8 September 2003

There was a really weird interview on Lateline last friday. They now have the transcript. Christopher Pyne really reminded me of Dexter Pinion from Backberner.

Looks like the government put up a website for one of the weirdest community service announcement I’ve seen in a while. I wonder if they intended to make it as funny as it seemed?

5 September 2003

PyGTK

A story was posted on FootNotes about the 2.0 release. A number of nice comments. The 2.0.0 package has hit Mandrake cooker, and a Fink package is apparently in the works.

I’ve started work on adding support for the GTK 2.2 APIs, which shouldn’t take very long at all. I’ve updated the .defs files, which covers most of the APIs. There are some others that will require a little more work.

PyGTK 2.2 will be a drop in replacement for 2.0.0 when it is ready, just as GTK 2.2 is.

Mail Viruses

Only 5 days til I stop receiving bounces from the sobig worm! I had hoped that people would fix their mail servers, to not send out these erroneous bounces, but no such luck 🙁

I wonder when the next one will strike?

TV

The new series of CNNNN started a couple of weeks ago. Been pretty good so far. I don’t think it is the kind of show that they could syndicate overseas though 🙂

PyGTK

Finally got version 2.0 of PyGTK, PyORBit and Gnome-Python out. I sent the announcements a bit further than usual this time (gnome-announce-list, python-announce, etc). Already, it is in Debian, Mandrake Cooker and there is a Win32 installer. PyGTK is also buildable/runnable on MacOS X, provided that you have an X server installed (such as Apple’s one). If you have been holding off from looking at PyGTK 1.99.x, you should definitely take a look now.

This release has been a long time in the making:

  • 595 revisions to the ChangeLog (out of 670 revisions on the main branch in CVS) since branching the 1.2 bindings.
  • Over 5000 lines in the ChangeLog.
  • Over 3 years since branching.

The result is a binding that is a lot nicer to use, and will be much easier to maintain. It does demonstrate that you lose a lot of time when you decide to do a rewrite. At the same time, I don’t know if it would have been feasible to get from the old 1.2 bindings to where we are now in small incremental steps. I am very happy with what we have now though.
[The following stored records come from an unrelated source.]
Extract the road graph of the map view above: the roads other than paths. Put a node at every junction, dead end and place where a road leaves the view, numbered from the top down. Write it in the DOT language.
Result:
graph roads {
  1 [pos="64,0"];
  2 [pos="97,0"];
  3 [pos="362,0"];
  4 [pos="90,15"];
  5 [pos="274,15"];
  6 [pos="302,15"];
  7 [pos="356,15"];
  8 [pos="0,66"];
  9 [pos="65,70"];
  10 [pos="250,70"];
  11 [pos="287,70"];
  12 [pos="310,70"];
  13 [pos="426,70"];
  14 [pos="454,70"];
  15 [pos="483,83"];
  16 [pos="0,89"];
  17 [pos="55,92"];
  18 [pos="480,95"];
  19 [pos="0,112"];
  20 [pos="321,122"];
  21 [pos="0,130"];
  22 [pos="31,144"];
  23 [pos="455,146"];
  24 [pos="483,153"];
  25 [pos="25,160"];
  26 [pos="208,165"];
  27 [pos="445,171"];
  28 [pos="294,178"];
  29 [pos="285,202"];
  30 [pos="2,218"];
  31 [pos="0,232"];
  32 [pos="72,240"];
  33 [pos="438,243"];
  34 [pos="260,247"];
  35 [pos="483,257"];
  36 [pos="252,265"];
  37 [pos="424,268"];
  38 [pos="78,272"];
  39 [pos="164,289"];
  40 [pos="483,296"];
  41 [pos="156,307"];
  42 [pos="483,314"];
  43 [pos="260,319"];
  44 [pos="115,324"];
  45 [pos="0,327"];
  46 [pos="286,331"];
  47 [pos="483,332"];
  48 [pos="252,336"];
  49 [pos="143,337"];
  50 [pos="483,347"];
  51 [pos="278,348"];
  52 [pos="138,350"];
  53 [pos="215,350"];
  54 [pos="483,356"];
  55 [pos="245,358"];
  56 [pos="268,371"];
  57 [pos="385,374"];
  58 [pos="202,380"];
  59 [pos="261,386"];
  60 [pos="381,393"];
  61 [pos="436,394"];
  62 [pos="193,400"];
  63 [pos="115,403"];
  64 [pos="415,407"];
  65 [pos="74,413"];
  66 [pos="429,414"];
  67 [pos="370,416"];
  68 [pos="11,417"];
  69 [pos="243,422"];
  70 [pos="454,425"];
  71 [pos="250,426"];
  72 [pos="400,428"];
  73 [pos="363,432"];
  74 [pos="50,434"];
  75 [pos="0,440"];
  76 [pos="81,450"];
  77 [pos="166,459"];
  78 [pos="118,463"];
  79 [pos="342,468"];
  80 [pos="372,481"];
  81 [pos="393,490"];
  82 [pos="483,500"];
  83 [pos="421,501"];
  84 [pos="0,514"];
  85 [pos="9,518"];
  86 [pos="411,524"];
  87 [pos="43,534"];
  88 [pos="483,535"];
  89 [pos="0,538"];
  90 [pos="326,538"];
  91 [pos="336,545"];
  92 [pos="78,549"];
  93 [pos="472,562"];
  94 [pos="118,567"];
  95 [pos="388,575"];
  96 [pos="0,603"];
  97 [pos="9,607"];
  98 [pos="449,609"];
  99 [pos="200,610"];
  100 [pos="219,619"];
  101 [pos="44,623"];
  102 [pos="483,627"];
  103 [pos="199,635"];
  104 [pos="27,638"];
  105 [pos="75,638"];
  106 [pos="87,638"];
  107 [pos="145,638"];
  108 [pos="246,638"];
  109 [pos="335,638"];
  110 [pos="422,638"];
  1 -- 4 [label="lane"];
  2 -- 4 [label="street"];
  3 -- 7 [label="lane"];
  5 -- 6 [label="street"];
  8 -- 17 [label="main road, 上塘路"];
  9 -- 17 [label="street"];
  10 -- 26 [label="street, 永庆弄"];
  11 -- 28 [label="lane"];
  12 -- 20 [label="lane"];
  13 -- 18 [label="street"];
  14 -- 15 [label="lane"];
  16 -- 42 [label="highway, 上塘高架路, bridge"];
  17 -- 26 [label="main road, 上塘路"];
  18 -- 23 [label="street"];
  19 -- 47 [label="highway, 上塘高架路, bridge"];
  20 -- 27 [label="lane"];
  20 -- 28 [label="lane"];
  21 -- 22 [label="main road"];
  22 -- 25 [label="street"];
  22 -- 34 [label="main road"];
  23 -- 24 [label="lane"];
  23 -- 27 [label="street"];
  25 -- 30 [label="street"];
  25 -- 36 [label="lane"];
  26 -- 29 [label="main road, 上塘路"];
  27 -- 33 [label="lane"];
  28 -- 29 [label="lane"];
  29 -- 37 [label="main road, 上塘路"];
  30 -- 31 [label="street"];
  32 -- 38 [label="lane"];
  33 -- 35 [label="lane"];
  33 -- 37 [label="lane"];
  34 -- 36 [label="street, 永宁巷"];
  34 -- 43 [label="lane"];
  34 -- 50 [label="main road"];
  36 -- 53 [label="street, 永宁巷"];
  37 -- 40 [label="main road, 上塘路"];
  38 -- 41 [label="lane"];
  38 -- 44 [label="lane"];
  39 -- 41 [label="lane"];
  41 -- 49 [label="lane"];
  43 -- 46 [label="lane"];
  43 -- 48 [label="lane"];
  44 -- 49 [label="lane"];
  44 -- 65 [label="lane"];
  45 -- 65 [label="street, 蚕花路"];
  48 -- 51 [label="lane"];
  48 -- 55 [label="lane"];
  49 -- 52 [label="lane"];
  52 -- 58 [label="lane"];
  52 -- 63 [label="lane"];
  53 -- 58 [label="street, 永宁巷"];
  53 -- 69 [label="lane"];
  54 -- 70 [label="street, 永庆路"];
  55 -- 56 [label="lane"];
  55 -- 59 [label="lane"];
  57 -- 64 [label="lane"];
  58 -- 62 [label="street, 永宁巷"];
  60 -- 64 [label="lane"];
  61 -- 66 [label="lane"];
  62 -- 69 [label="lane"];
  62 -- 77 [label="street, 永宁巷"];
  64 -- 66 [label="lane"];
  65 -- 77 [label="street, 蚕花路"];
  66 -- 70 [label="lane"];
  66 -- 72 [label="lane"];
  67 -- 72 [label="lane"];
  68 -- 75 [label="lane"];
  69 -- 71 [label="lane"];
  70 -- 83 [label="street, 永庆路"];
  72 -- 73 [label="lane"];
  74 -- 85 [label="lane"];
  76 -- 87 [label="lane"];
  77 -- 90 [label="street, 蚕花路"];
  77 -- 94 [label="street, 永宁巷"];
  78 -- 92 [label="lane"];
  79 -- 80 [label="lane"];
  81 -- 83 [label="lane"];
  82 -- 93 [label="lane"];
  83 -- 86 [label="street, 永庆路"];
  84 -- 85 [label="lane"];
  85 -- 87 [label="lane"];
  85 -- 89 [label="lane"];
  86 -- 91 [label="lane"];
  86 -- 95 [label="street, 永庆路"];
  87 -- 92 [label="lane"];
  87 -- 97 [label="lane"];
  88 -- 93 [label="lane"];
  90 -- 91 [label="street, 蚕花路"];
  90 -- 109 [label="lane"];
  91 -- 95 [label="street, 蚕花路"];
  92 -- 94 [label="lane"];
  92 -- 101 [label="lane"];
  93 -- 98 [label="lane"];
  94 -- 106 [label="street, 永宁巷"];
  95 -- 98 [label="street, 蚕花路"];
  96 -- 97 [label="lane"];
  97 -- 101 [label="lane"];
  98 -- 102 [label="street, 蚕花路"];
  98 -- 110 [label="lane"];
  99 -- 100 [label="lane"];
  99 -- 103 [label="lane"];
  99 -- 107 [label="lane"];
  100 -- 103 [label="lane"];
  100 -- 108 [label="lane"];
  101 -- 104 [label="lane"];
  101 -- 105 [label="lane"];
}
Updating the binding for GTK 2.2 (and GTK 2.4 after that) is going to be a lot easier and quicker. All the infrastructure is in place, so it is a simple matter of adding the new APIs. The 2.0 to 2.2 delta is much smaller than the 1.2 to 2.0 delta.

It is a similar story for the Gnome bindings, although we will probably skip to Gnome 2.4, since it is almost out and contains some new APIs that are interesting from a language bindings perspective. I won’t need to rewrite the CORBA bindings this time either 🙂.

PyGTK

Over the weekend, I did a set of releases for pygtk, pyorbit and gnome-python. These releases are pretty much what I want for the 2.0 versions (which have been a long time coming). These releases should fix up the last few remaining bugs related to running with Python 2.3, and bugs related to compiling on MacOS X. If no serious bugs are found, I’ll do 2.0 releases shortly.

Once 2.0 is done and I have branched, I can start looking at moving on to the newer APIs. Some of the things I want to do include:

  • Delete the gtk.gl binding, or move it to the gtkglarea package. This library seems pretty much dead, and there is another OpenGL binding for GTK which is being actively developed, and even has a Python binding.
  • Add all the new GTK 2.2 APIs to PyGTK. This shouldn’t take too long, as all the infrastructure is there now.
  • Move gnome-python on to the GNOME 2.4 libraries. Given the timing of releases, its probably not worth targetting 2.2 separately.
  • Delete the gnome.zvt binding. The libzvt library is pretty much dead, and VTE includes a Python binding itself.

There are a few other things I want to look at, such as Python 2.3’s new PyGILState APIs, which could potentially simplify PyGTK’s threading support a lot, and make it interact better with other threaded Python extension modules.

22 August 2003

raph: If you upgrade to Mailman 2.1, you can run qrunner as a daemon instead of from Cron (this is in fact the preferred way to run it).

This does have some disadvantages, of course. I have experienced problems with 2.1.x qrunner running away and using all the CPU on occasions (a problem with temporary failures for local delivery being handled by queuing the message for immediate re-delivery). I found that the particular problem I ran into had been fixed on the HEAD branch though, which I am now running on my mail server. It should handle the higher loads though.

If you want to remove some of the intermediate steps you can use my to get mailman to call spamassassin directly. This means that list traffic will only go through MTA, Mailman and Spamassassin. It will also allow mailman to do some moderation decisions based on message scores (ie. discard messages above a particular score without moderation).